A hardline Islamic sect linked to yesterday's terror arrests has a history of targeting young Muslims in Crawley and sending them to die battling British and US forces in Afghanistan.
Gatwick driver Yasir Khan was sacked from his job delivering airline meals two days after the September 11 terror attacks.
The following month he was dead - killed by American bombers while fighting for the Taliban after leaving the Crawley home he shared with his mother to go to war-torn Afghanistan.
Al-Muhajiroun acclaimed him as one of its martyrs.
Friends thought he had gone to the Middle East to get married.
Former team-mates at the Eagles Cricket Club where he played were bemused by the thought of him as an extremist.
A photo taken at a club presentation night three years earlier showed him wearing a T-shirt with the slogan: "The Final Revelation, The Final Message, The Final System, The Final Conquest, Islam."
Mr Khan, of Bilberry Close, Bewbush, Crawley, was killed during an American raid on Kabul.
He had been sacked by Crawley catering firm LSG Sky Chefs for refusing to carry out other duties while planes were grounded and fewer meals were needed.
The same sect claimed in November 2001 that another Crawley Muslim, 26-year-old Abu Waheed, had been killed fighting for the Taliban.

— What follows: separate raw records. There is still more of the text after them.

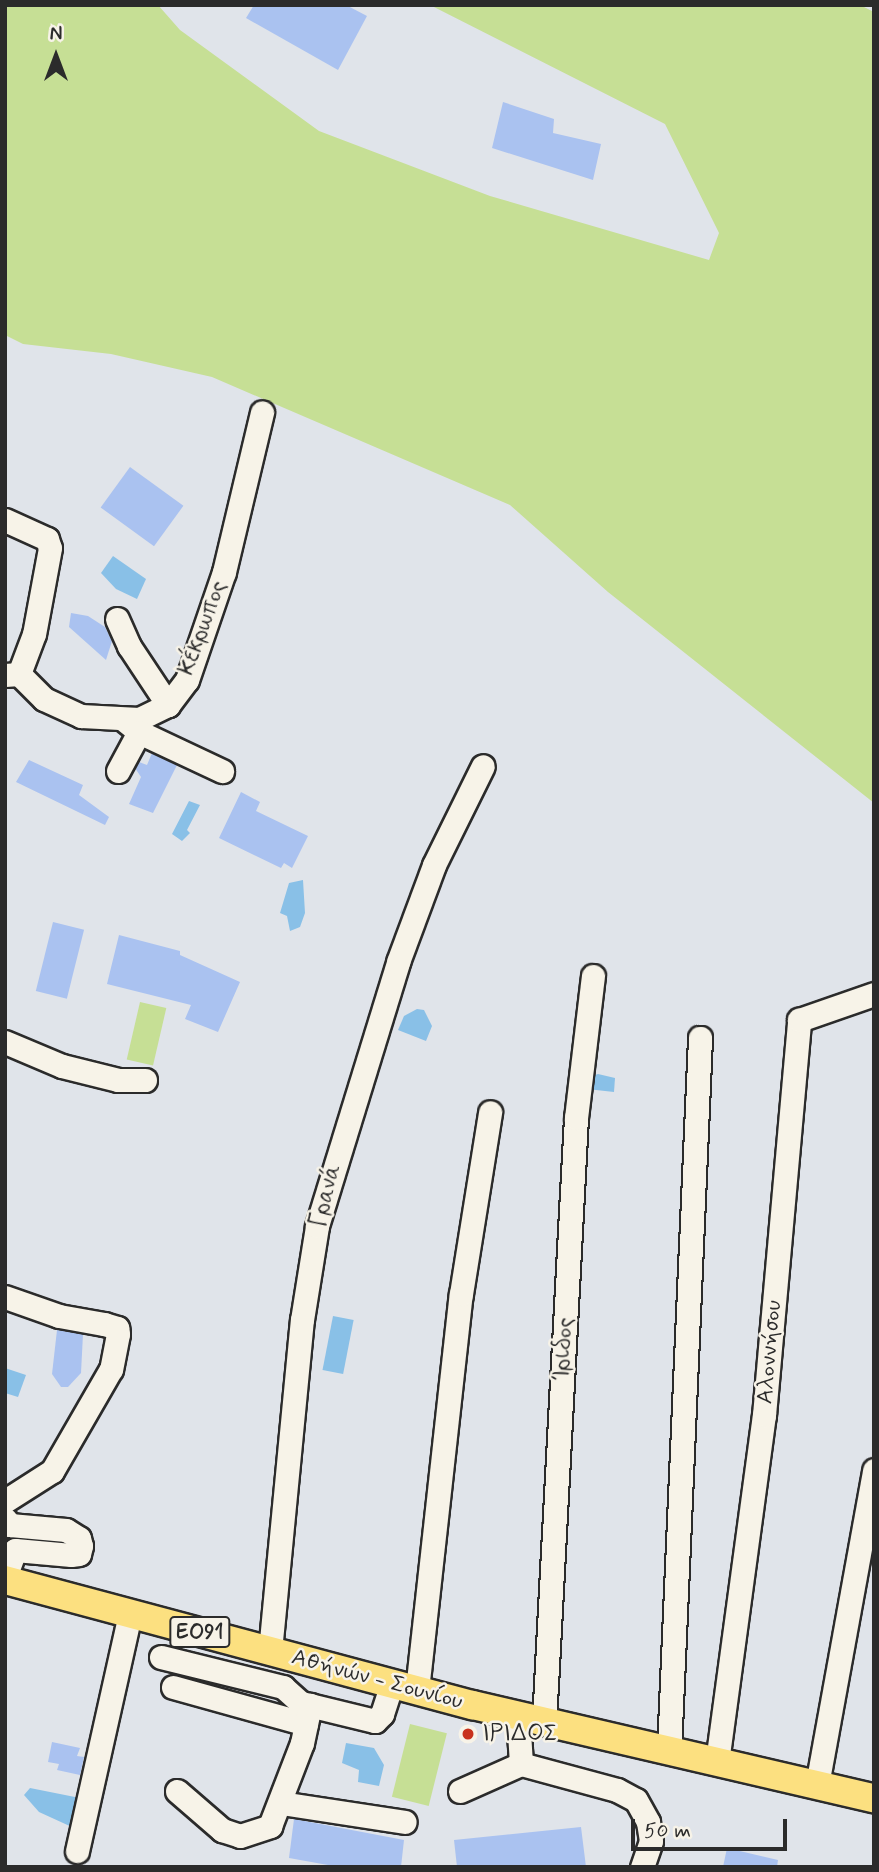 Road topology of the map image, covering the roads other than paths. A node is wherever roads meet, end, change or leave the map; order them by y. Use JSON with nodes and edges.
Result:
{"nodes":[{"id":1,"x":262,"y":412,"type":"dead end"},
{"id":2,"x":5,"y":520,"type":"edge"},
{"id":3,"x":117,"y":619,"type":"dead end"},
{"id":4,"x":12,"y":675,"type":"edge"},
{"id":5,"x":168,"y":705,"type":"junction"},
{"id":6,"x":131,"y":725,"type":"junction"},
{"id":7,"x":482,"y":766,"type":"dead end"},
{"id":8,"x":118,"y":771,"type":"dead end"},
{"id":9,"x":222,"y":771,"type":"dead end"},
{"id":10,"x":593,"y":976,"type":"dead end"},
{"id":11,"x":874,"y":993,"type":"edge"},
{"id":12,"x":700,"y":1038,"type":"dead end"},
{"id":13,"x":5,"y":1042,"type":"edge"},
{"id":14,"x":145,"y":1080,"type":"dead end"},
{"id":15,"x":490,"y":1112,"type":"dead end"},
{"id":16,"x":5,"y":1297,"type":"edge"},
{"id":17,"x":874,"y":1470,"type":"edge"},
{"id":18,"x":5,"y":1501,"type":"edge"},
{"id":19,"x":5,"y":1519,"type":"edge"},
{"id":20,"x":5,"y":1579,"type":"edge"},
{"id":21,"x":130,"y":1614,"type":"junction"},
{"id":22,"x":270,"y":1651,"type":"junction"},
{"id":23,"x":161,"y":1657,"type":"dead end"},
{"id":24,"x":405,"y":1687,"type":"junction"},
{"id":25,"x":173,"y":1688,"type":"dead end"},
{"id":26,"x":308,"y":1714,"type":"junction"},
{"id":27,"x":531,"y":1719,"type":"junction"},
{"id":28,"x":669,"y":1751,"type":"junction"},
{"id":29,"x":717,"y":1762,"type":"junction"},
{"id":30,"x":521,"y":1765,"type":"junction"},
{"id":31,"x":817,"y":1784,"type":"junction"},
{"id":32,"x":177,"y":1791,"type":"dead end"},
{"id":33,"x":460,"y":1791,"type":"dead end"},
{"id":34,"x":874,"y":1798,"type":"edge"},
{"id":35,"x":281,"y":1803,"type":"junction"},
{"id":36,"x":405,"y":1822,"type":"dead end"},
{"id":37,"x":77,"y":1851,"type":"dead end"},
{"id":38,"x":642,"y":1867,"type":"edge"}],
"edges":[{"from":1,"to":5,"type":"street","name":"Κέκρωπος"},
{"from":2,"to":4,"type":"street"},
{"from":3,"to":5,"type":"street"},
{"from":4,"to":6,"type":"street"},
{"from":5,"to":6,"type":"street"},
{"from":6,"to":8,"type":"street"},
{"from":6,"to":9,"type":"street"},
{"from":7,"to":22,"type":"street","name":"Γρανά"},
{"from":10,"to":27,"type":"street","name":"Ίριδος"},
{"from":11,"to":29,"type":"street","name":"Αλοννήσου"},
{"from":12,"to":28,"type":"street"},
{"from":13,"to":14,"type":"street"},
{"from":15,"to":24,"type":"street"},
{"from":16,"to":18,"type":"street"},
{"from":17,"to":31,"type":"street"},
{"from":19,"to":20,"type":"street"},
{"from":20,"to":21,"type":"main road","name":"Αθήνών - Σουνίου","number":"ΕΟ91"},
{"from":21,"to":22,"type":"main road","name":"Αθήνών - Σουνίου","number":"ΕΟ91"},
{"from":21,"to":37,"type":"street"},
{"from":22,"to":24,"type":"main road","name":"Αθήνών - Σουνίου","number":"ΕΟ91"},
{"from":23,"to":26,"type":"street"},
{"from":24,"to":26,"type":"street"},
{"from":24,"to":27,"type":"main road","name":"Αθήνών - Σουνίου","number":"ΕΟ91"},
{"from":25,"to":26,"type":"street"},
{"from":26,"to":35,"type":"street"},
{"from":27,"to":28,"type":"main road","name":"Αθήνών - Σουνίου","number":"ΕΟ91"},
{"from":27,"to":30,"type":"street","name":"Ίριδος"},
{"from":28,"to":29,"type":"main road","name":"Αθήνών - Σουνίου","number":"ΕΟ91"},
{"from":29,"to":31,"type":"main road","name":"Αθήνών - Σουνίου","number":"ΕΟ91"},
{"from":30,"to":33,"type":"street"},
{"from":30,"to":38,"type":"street"},
{"from":31,"to":34,"type":"main road","name":"Αθήνών - Σουνίου","number":"ΕΟ91"},
{"from":32,"to":35,"type":"street"},
{"from":35,"to":36,"type":"street"}]} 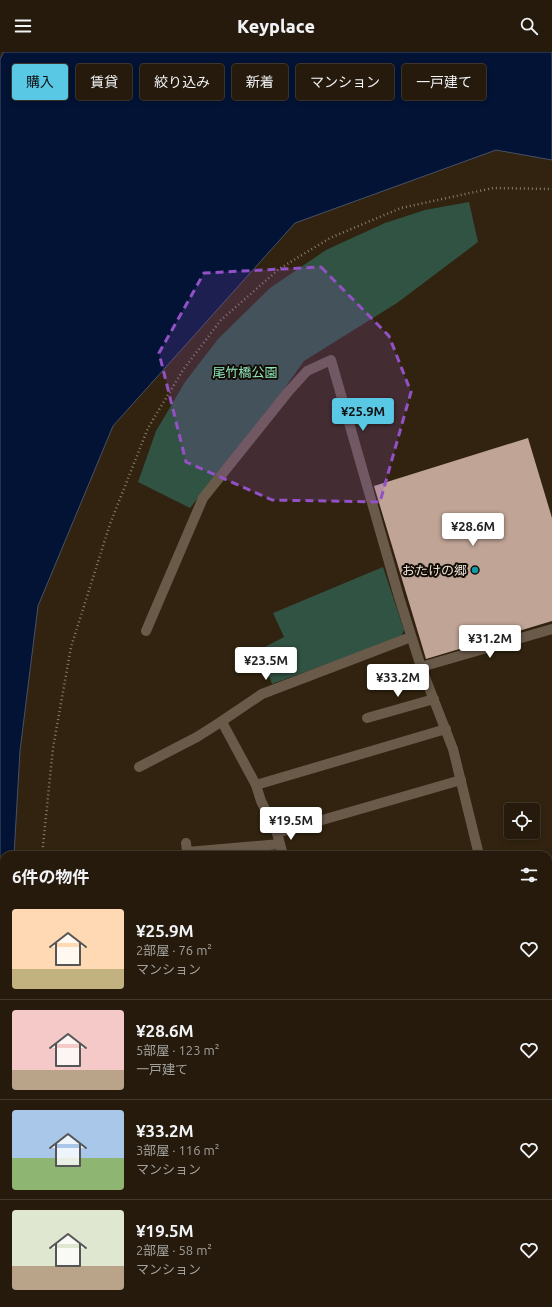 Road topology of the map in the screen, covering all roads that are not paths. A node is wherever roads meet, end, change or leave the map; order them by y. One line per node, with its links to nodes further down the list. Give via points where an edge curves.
1 (552, 629): 4 (street)
2 (146, 631): 3 (street, via 203,498 307,371 331,360)
3 (412, 636): 4 (street); 7 (street, via 262,694)
4 (421, 667): 5 (street)
5 (434, 699): 6 (street); 8 (street)
6 (367, 718)
7 (222, 722): 9 (street); 11 (street)
8 (446, 729): 10 (street); 11 (street)
9 (139, 767)
10 (461, 780): 12 (street); 18 (street)
11 (256, 785): 12 (street)
12 (277, 833): 14 (street)
13 (186, 843): 15 (street)
14 (280, 844): 16 (street); 17 (street)
15 (187, 851)
16 (199, 851)
17 (282, 851)
18 (478, 851) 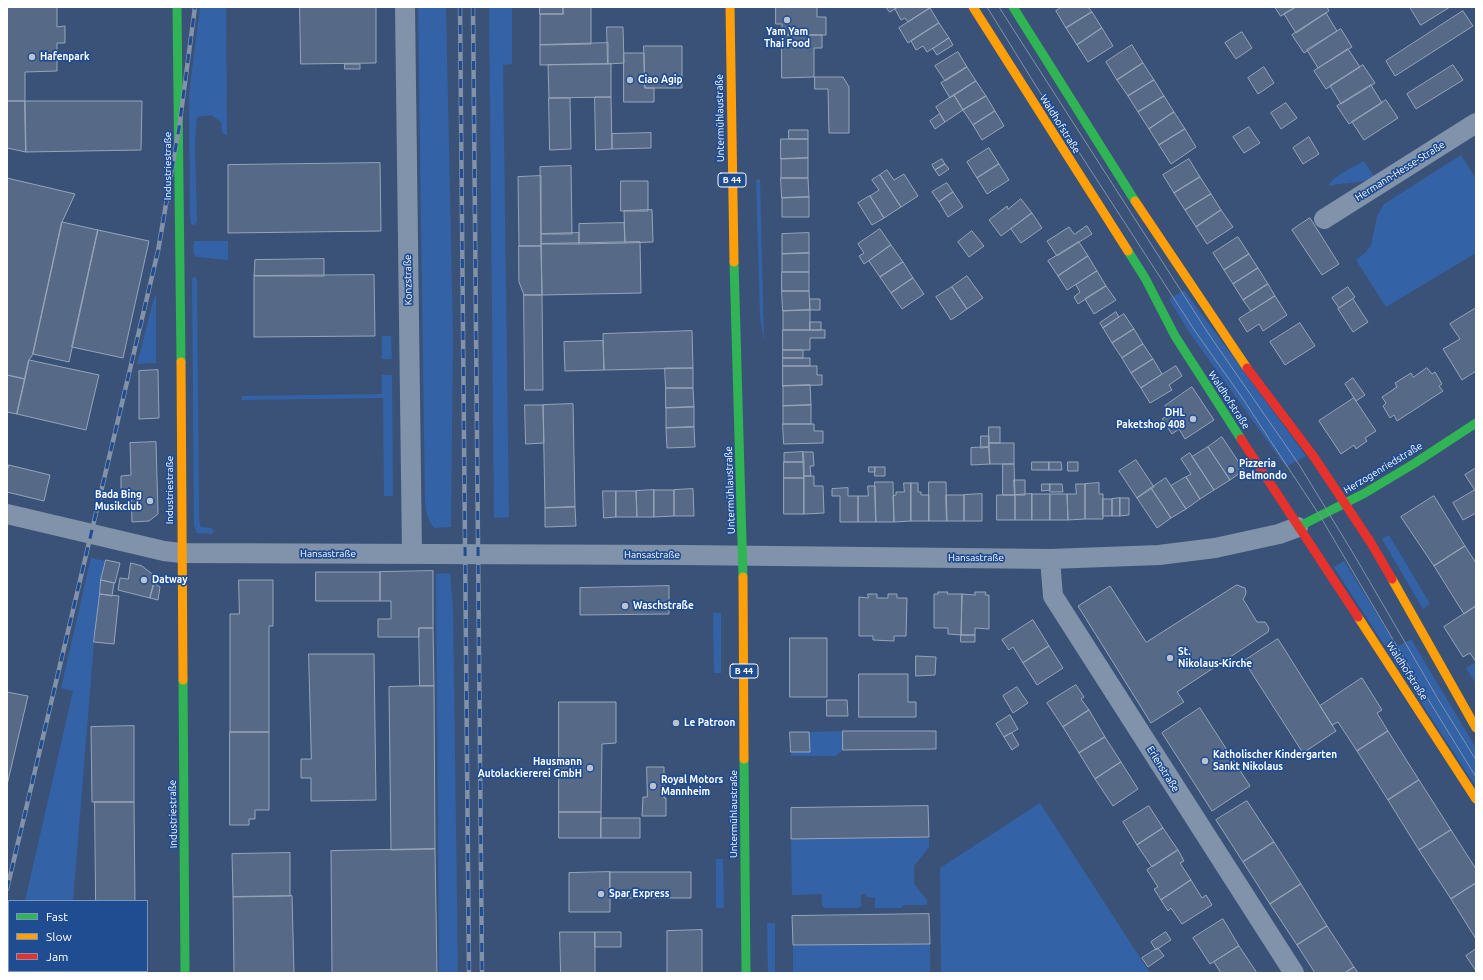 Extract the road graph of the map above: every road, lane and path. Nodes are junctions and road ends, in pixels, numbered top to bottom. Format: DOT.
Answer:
graph roads {
  1 [pos="177,7"];
  2 [pos="405,7"];
  3 [pos="730,7"];
  4 [pos="973,7"];
  5 [pos="1013,7"];
  6 [pos="1476,123"];
  7 [pos="1324,219"];
  8 [pos="1476,423"];
  9 [pos="1344,504"];
  10 [pos="7,514"];
  11 [pos="1298,527"];
  12 [pos="181,553"];
  13 [pos="412,554"];
  14 [pos="743,556"];
  15 [pos="1050,559"];
  16 [pos="1476,728"];
  17 [pos="1476,799"];
  18 [pos="185,973"];
  19 [pos="746,973"];
  20 [pos="1294,973"];
  1 -- 12 [label="street, Industriestraße"];
  2 -- 13 [label="street, Konzstraße"];
  3 -- 14 [label="street, Untermühlaustraße / B 44"];
  4 -- 11 [label="street, Waldhofstraße"];
  5 -- 9 [label="street"];
  6 -- 7 [label="street, Hermann-Hesse-Straße"];
  8 -- 9 [label="street, Herzogenriedstraße"];
  9 -- 11 [label="street, Herzogenriedstraße"];
  9 -- 16 [label="street"];
  10 -- 12 [label="street, Hansastraße"];
  11 -- 15 [label="street, Hansastraße"];
  11 -- 17 [label="street, Waldhofstraße"];
  12 -- 13 [label="street, Hansastraße"];
  12 -- 18 [label="street, Industriestraße"];
  13 -- 14 [label="street, Hansastraße"];
  14 -- 15 [label="street, Hansastraße"];
  14 -- 19 [label="street, Untermühlaustraße / B 44"];
  15 -- 20 [label="street, Erlenstraße"];
}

However, he and four others suspected dead turned up alive in Pakistan the following month.
In 2000 the Crawley family of 18-year-old Omar Kyam went to Pakistan to search for him after Al-Muhajiroun sent him to fight in Kashmir.
The extremist Muslim collective hails September 11 as "the magnificent day", describes itself as Islam's "saviour sect" and preaches global jihad, or holy war.
Sheikh Omar Bakri Mohammed founded the sect in Jeddah in 1983 to promote the spread of "true" Islam across the world.
Bakri has lived in north London since being expelled from Saudi Arabia in 1986.
He has declared: "We will remodel this country in an Islamic image. We will replace the Bible with the Koran."